Mittaghorn, Pizzo Gallina and Chilchhorn
The alphorn or alpenhorn or alpine horn is a labrophone, consisting of a wooden natural horn of conical bore, having a wooden cup-shaped mouthpiece, used by mountain dwellers in Switzerland and elsewhere. Similar wooden horns were used for communication in most mountainous regions of Europe, from the French Alps to the Carpathians.
For a long time, scholars believed that the alphorn had been derived from the Roman-Etruscan lituus, because of their resemblance in shape, and because of the word liti, meaning Alphorn in the dialect of Obwalden.[citation needed] There is no documented evidence for this theory, however, and, the word liti was probably borrowed from 16th–18th century writings in Latin, where the word lituus could describe various wind instruments, such as the horn, the crumhorn, or the cornett.[clarification needed] Swiss naturalist Conrad Gesner used the words lituum alpinum for the first known detailed description of the alphorn in his De raris et admirandis herbis in 1555. The oldest known document using the German word Alphorn is a page from a 1527 account book from the former Cistercian abbey St. Urban near Pfaffnau mentioning the payment of two Batzen for an itinerant alphorn player from the Valais.
17th–19th century collections of alpine myths and legends suggest that alphorn-like instruments had frequently been used as signal instruments in village communities since medieval times or earlier, sometimes substituting for the lack of church bells. Surviving artifacts, dating back to as far as ca.
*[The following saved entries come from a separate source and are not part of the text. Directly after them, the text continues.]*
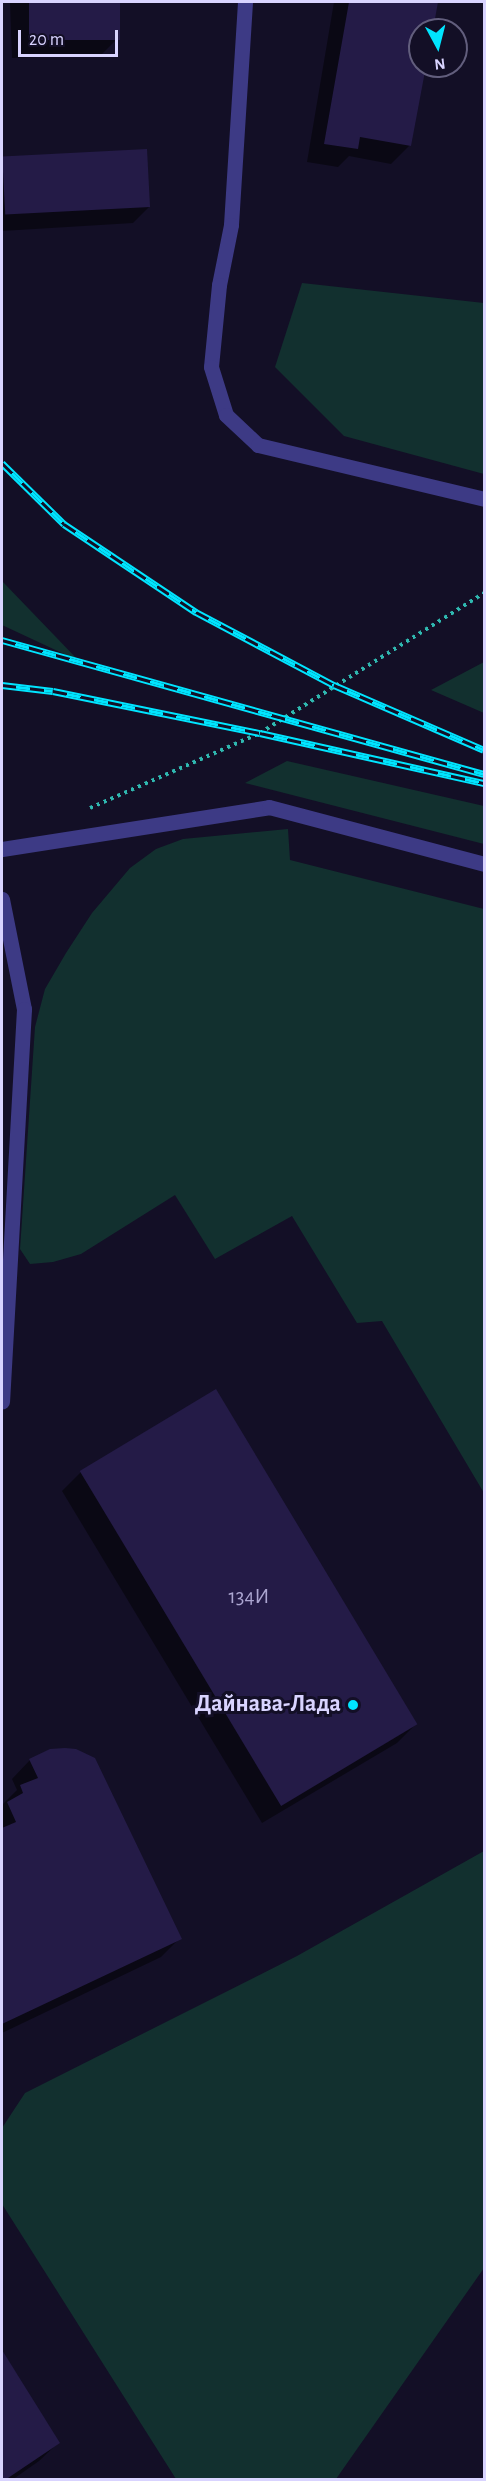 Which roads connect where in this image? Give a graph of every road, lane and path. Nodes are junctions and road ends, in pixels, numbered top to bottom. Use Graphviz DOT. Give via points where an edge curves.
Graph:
graph roads {
  1 [pos="245,2"];
  2 [pos="484,499"];
  3 [pos="484,593"];
  4 [pos="88,809"];
  5 [pos="2,849"];
  6 [pos="484,864"];
  7 [pos="2,899"];
  8 [pos="2,1401"];
  1 -- 2 [label="lane" via="231,225 219,285 211,367 226,415 258,445"];
  3 -- 4 [label="path" via="260,733"];
  5 -- 6 [label="lane" via="269,807"];
  7 -- 8 [label="lane" via="24,1008"];
}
AD 1400, include wooden labrophones in their stretched form, like the alphorn, or coiled versions, such as the '"Büchel" and the "Allgäuisches Waldhorn" or "Ackerhorn". The alphorn's exact origins remain indeterminate, and the ubiquity of horn-like signal instruments in valleys throughout Europe may indicate a long history of cross influences regarding their construction and usage.